### What is being asked
In your copy, leave out the pictures and repeat the entries below exactly.

Stored data
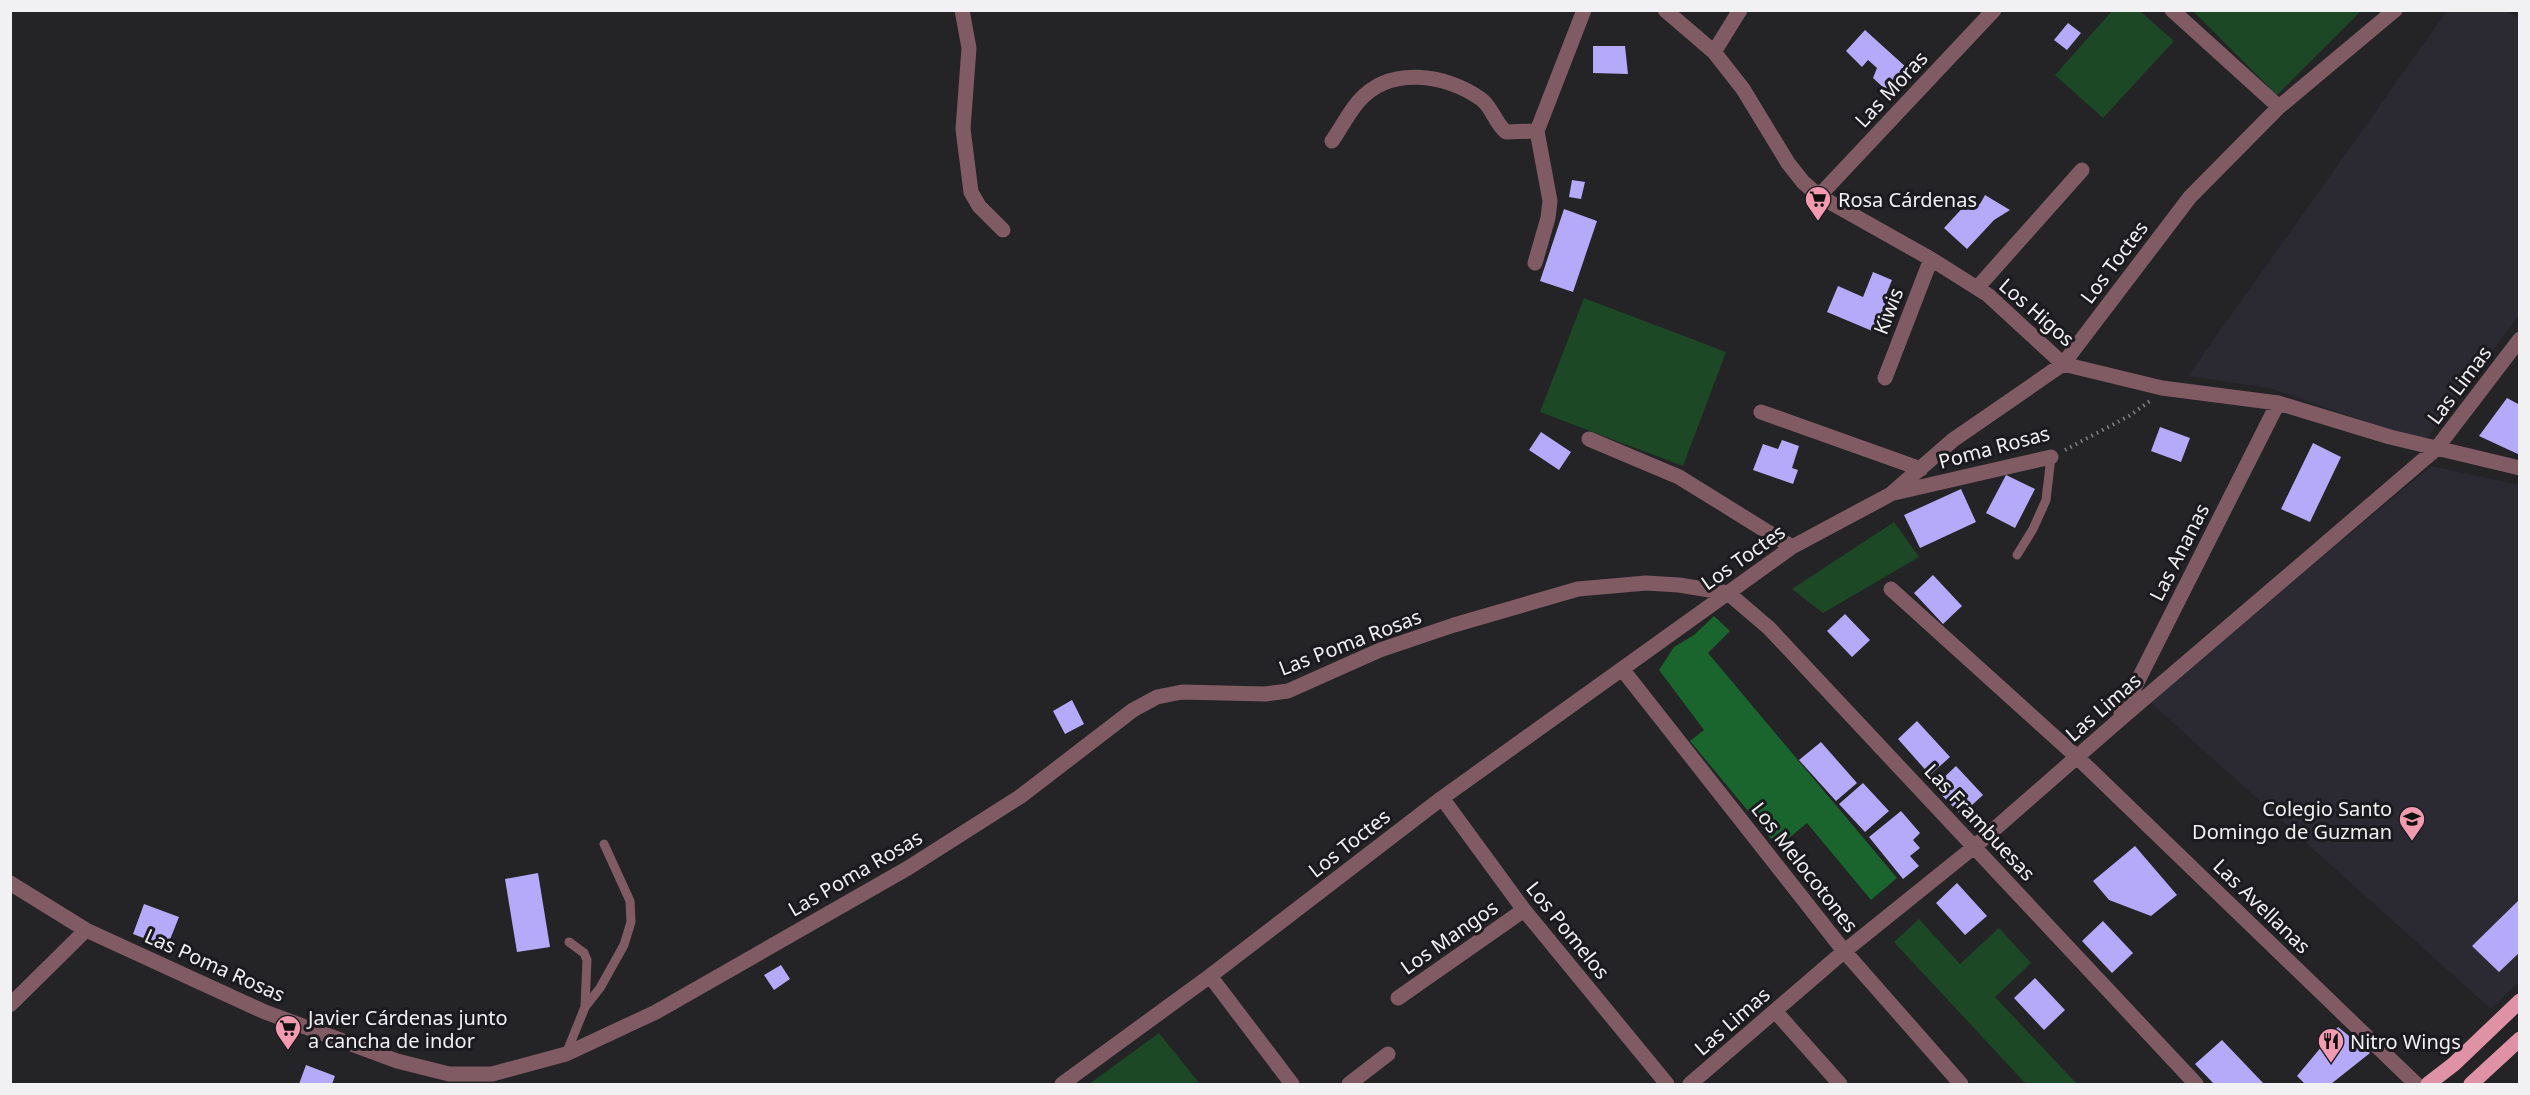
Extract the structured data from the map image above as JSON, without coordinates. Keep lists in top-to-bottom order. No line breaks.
{"streets":{"street":["Las Moras","Los Toctes","Kiwis","Los Higos","Las Limas","Poma Rosas","Las Ananas","Las Poma Rosas","Las Frambuesas","Los Melocotones","Las Avellanas","Los Pomelos","Los Mangos"]},"crossings":[["Las Moras","Los Higos"],["Los Toctes","Los Higos"],["Los Toctes","Poma Rosas"],["Los Toctes","Las Poma Rosas"],["Los Toctes","Las Frambuesas"],["Los Toctes","Los Melocotones"],["Los Toctes","Los Pomelos"],["Kiwis","Los Higos"],["Los Higos","Las Limas"],["Los Higos","Poma Rosas"],["Los Higos","Las Ananas"],["Las Limas","Las Ananas"],["Las Limas","Las Frambuesas"],["Las Limas","Los Melocotones"],["Las Limas","Las Avellanas"],["Las Poma Rosas","Las Frambuesas"],["Los Pomelos","Los Mangos"]],"places":{"supermarket":["Rosa Cárdenas","Javier Cárdenas junto a cancha de indor"],"school or university":["Colegio Santo Domingo de Guzman"],"restaurant":["Nitro Wings"]}}
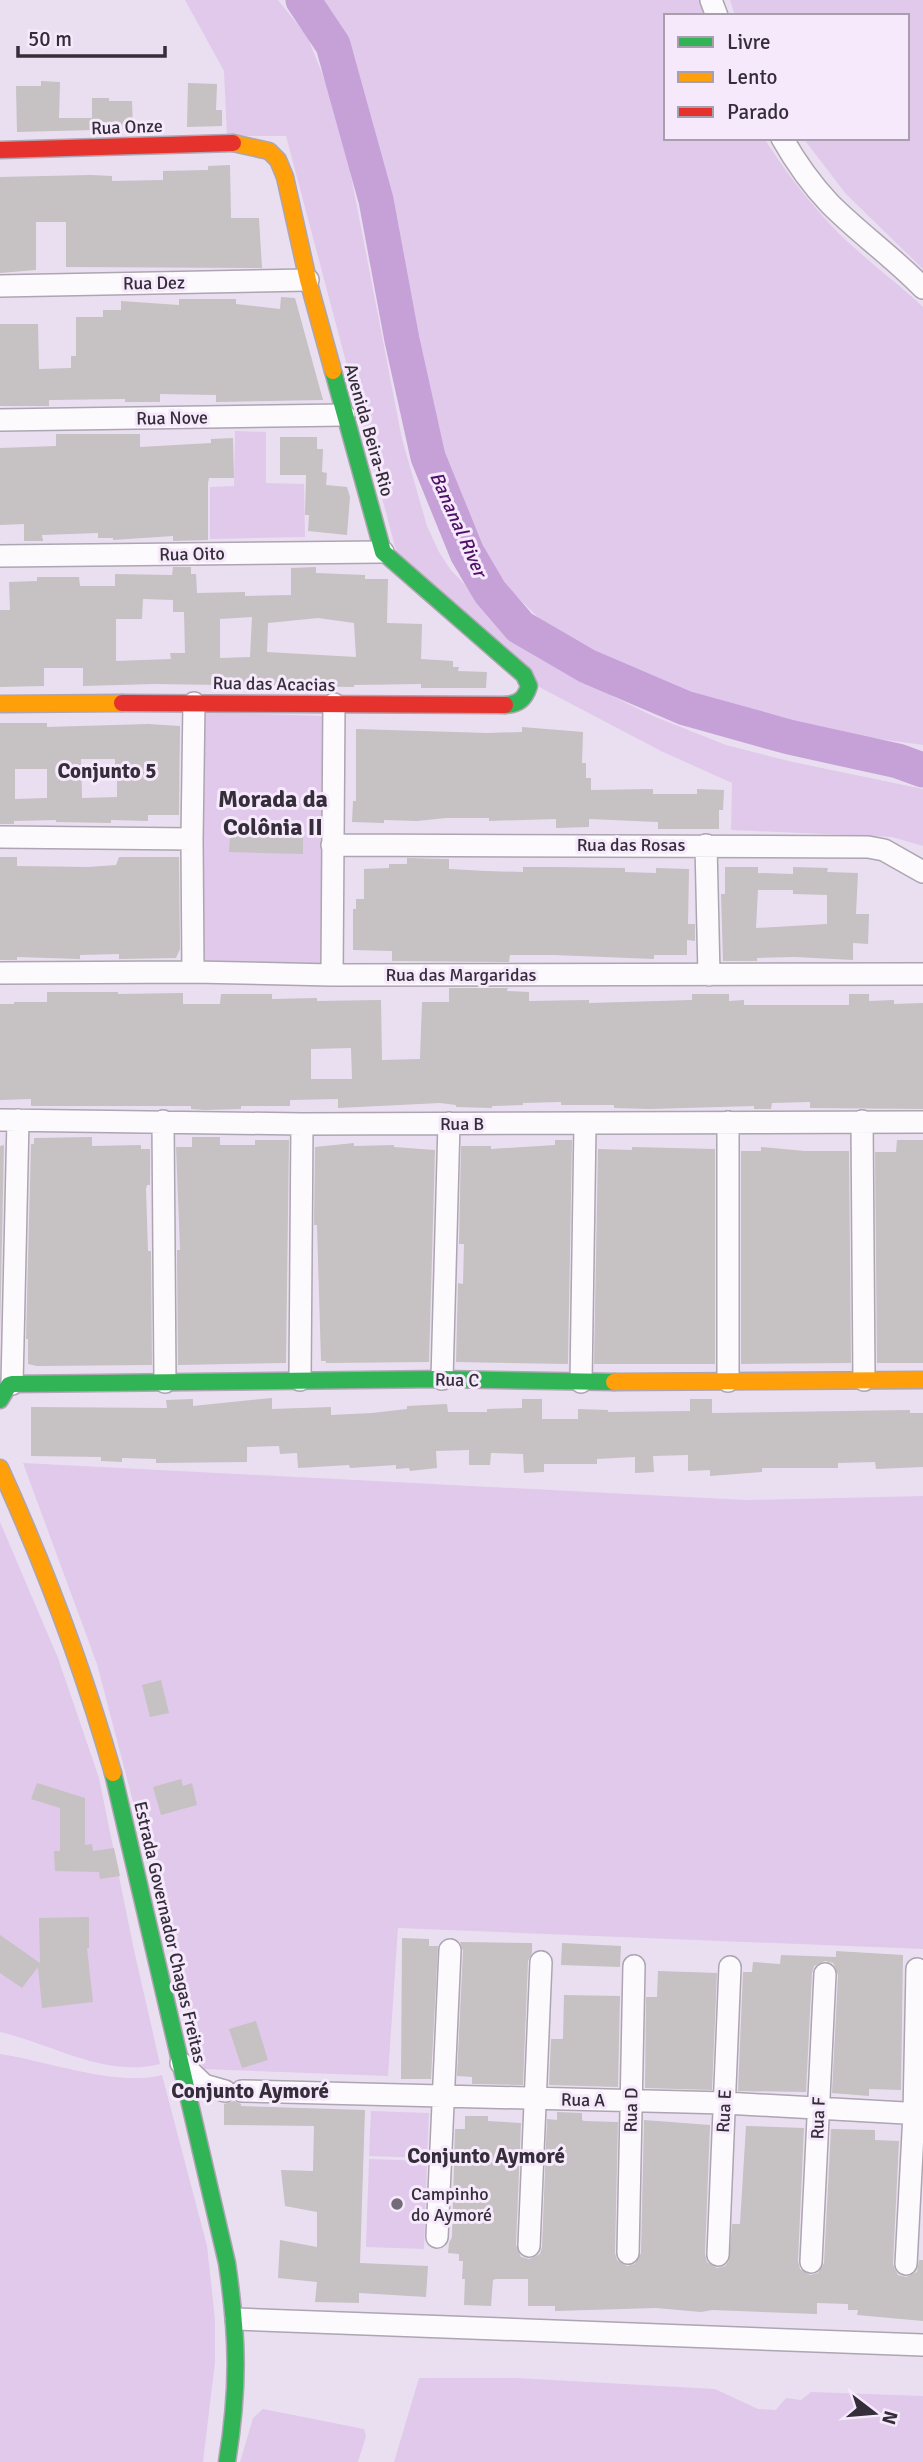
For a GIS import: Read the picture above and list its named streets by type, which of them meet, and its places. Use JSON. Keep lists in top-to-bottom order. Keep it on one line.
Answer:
{"streets":{"street":["Rua Onze","Rua Dez","Rua Nove","Avenida Beira-Rio","Rua Oito","Rua das Acacias","Rua das Rosas","Rua das Margaridas","Rua B","Rua C","Estrada Governador Chagas Freitas","Rua A","Rua D","Rua E","Rua F"]},"crossings":[["Rua Onze","Avenida Beira-Rio"],["Rua Dez","Avenida Beira-Rio"],["Rua Nove","Avenida Beira-Rio"],["Avenida Beira-Rio","Rua Oito"],["Avenida Beira-Rio","Rua das Acacias"],["Rua Oito","Rua das Acacias"],["Rua A","Rua D"],["Rua A","Rua E"],["Rua A","Rua F"]],"districts":["Conjunto 5","Morada da Colônia II","Conjunto Aymoré","Conjunto Aymoré"],"water":["Bananal River"],"places":["Campinho do Aymoré"],"legend":["Livre","Lento","Parado"],"scale_bar":"50 m","north":"right"}
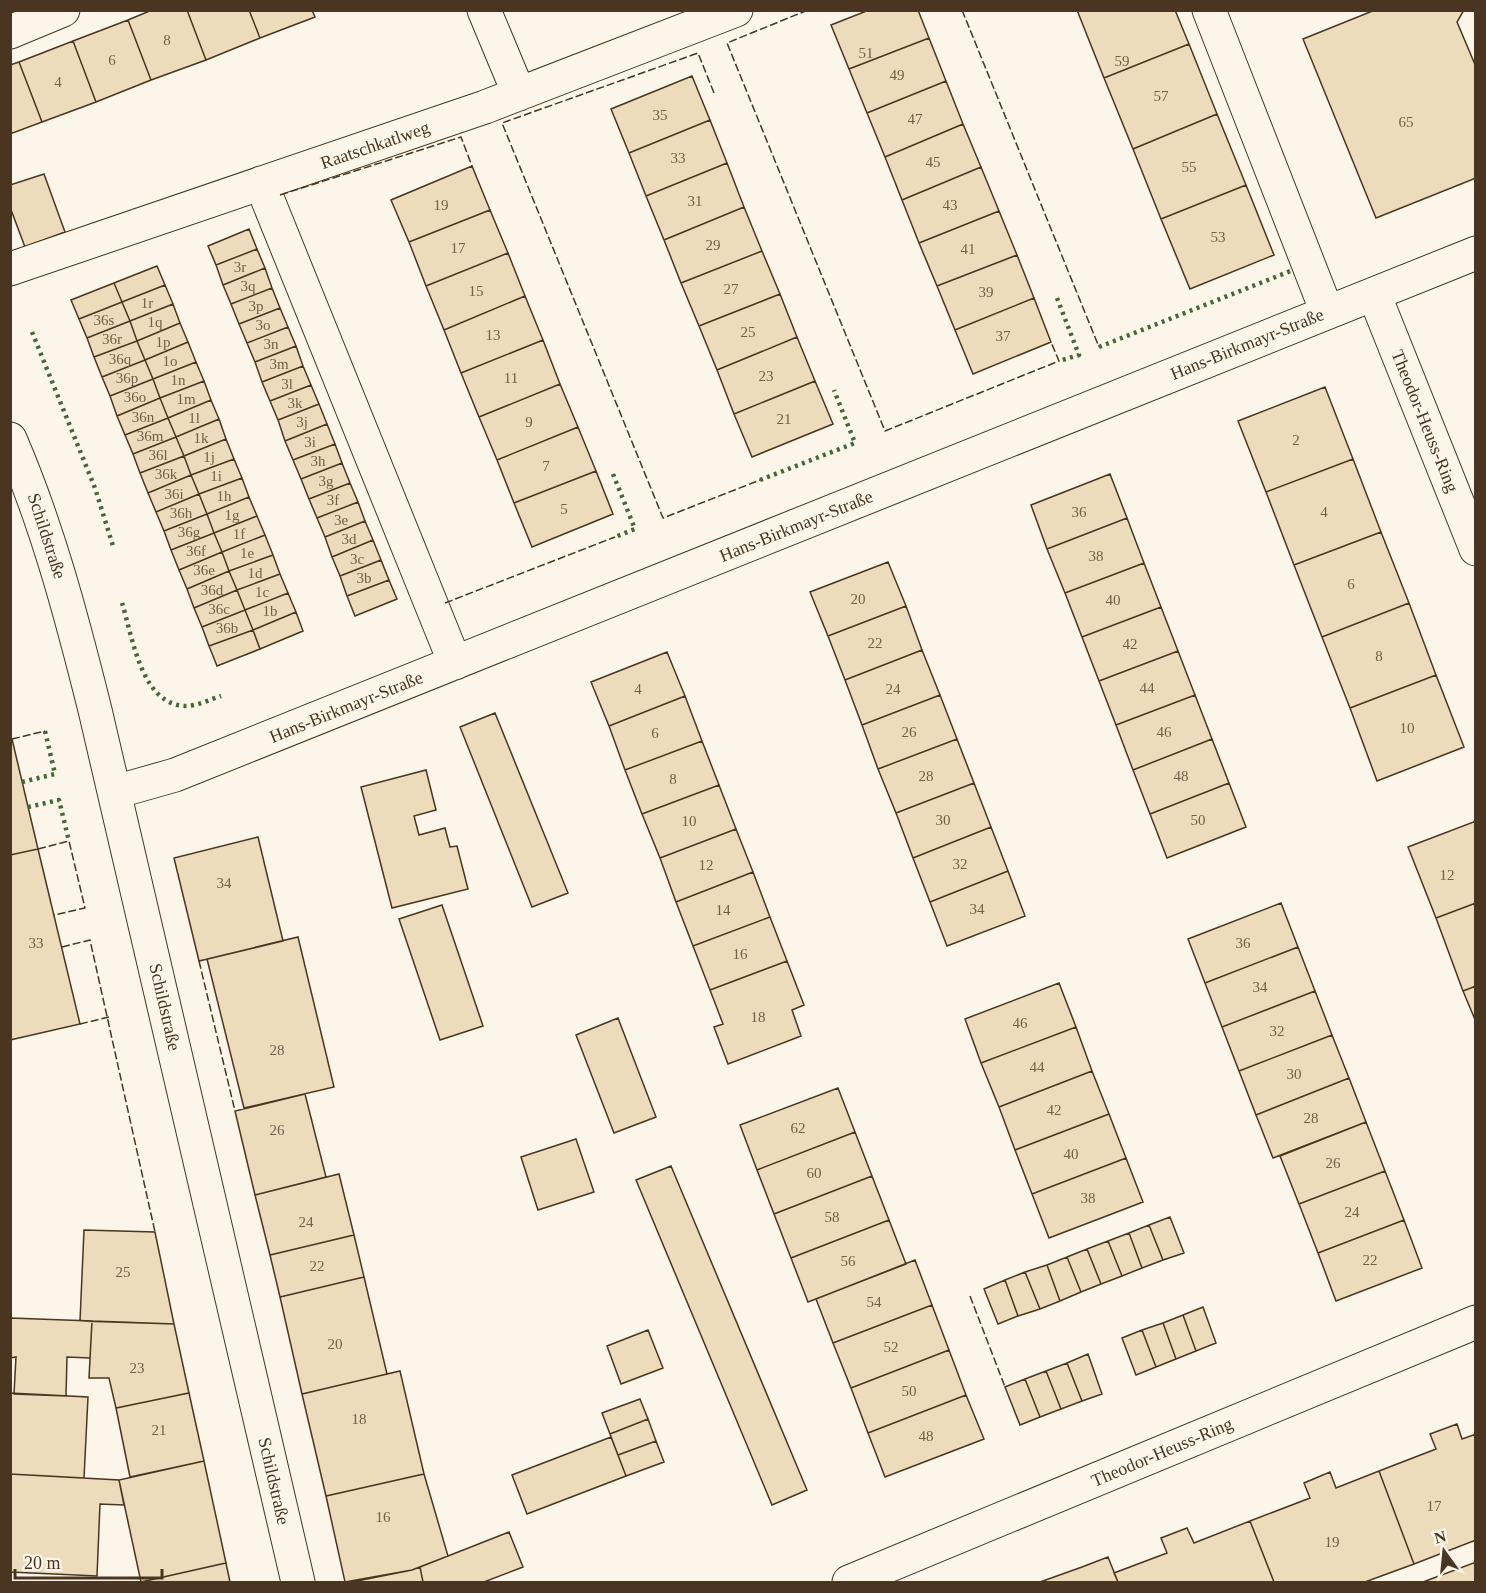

### Exercise output
Extract the structured data from the map image above as JSON, without coordinates. Keep lists in top-to-bottom order. No line breaks.
{"streets":{"street":["Las Moras","Los Toctes","Kiwis","Los Higos","Las Limas","Poma Rosas","Las Ananas","Las Poma Rosas","Las Frambuesas","Los Melocotones","Las Avellanas","Los Pomelos","Los Mangos"]},"crossings":[["Las Moras","Los Higos"],["Los Toctes","Los Higos"],["Los Toctes","Poma Rosas"],["Los Toctes","Las Poma Rosas"],["Los Toctes","Las Frambuesas"],["Los Toctes","Los Melocotones"],["Los Toctes","Los Pomelos"],["Kiwis","Los Higos"],["Los Higos","Las Limas"],["Los Higos","Poma Rosas"],["Los Higos","Las Ananas"],["Las Limas","Las Ananas"],["Las Limas","Las Frambuesas"],["Las Limas","Los Melocotones"],["Las Limas","Las Avellanas"],["Las Poma Rosas","Las Frambuesas"],["Los Pomelos","Los Mangos"]],"places":{"supermarket":["Rosa Cárdenas","Javier Cárdenas junto a cancha de indor"],"school or university":["Colegio Santo Domingo de Guzman"],"restaurant":["Nitro Wings"]}}
For a GIS import: Read the picture above and list its named streets by type, which of them meet, and its places. Use JSON. Keep lists in top-to-bottom order. Keep it on one line.
Answer:
{"streets":{"street":["Rua Onze","Rua Dez","Rua Nove","Avenida Beira-Rio","Rua Oito","Rua das Acacias","Rua das Rosas","Rua das Margaridas","Rua B","Rua C","Estrada Governador Chagas Freitas","Rua A","Rua D","Rua E","Rua F"]},"crossings":[["Rua Onze","Avenida Beira-Rio"],["Rua Dez","Avenida Beira-Rio"],["Rua Nove","Avenida Beira-Rio"],["Avenida Beira-Rio","Rua Oito"],["Avenida Beira-Rio","Rua das Acacias"],["Rua Oito","Rua das Acacias"],["Rua A","Rua D"],["Rua A","Rua E"],["Rua A","Rua F"]],"districts":["Conjunto 5","Morada da Colônia II","Conjunto Aymoré","Conjunto Aymoré"],"water":["Bananal River"],"places":["Campinho do Aymoré"],"legend":["Livre","Lento","Parado"],"scale_bar":"50 m","north":"right"}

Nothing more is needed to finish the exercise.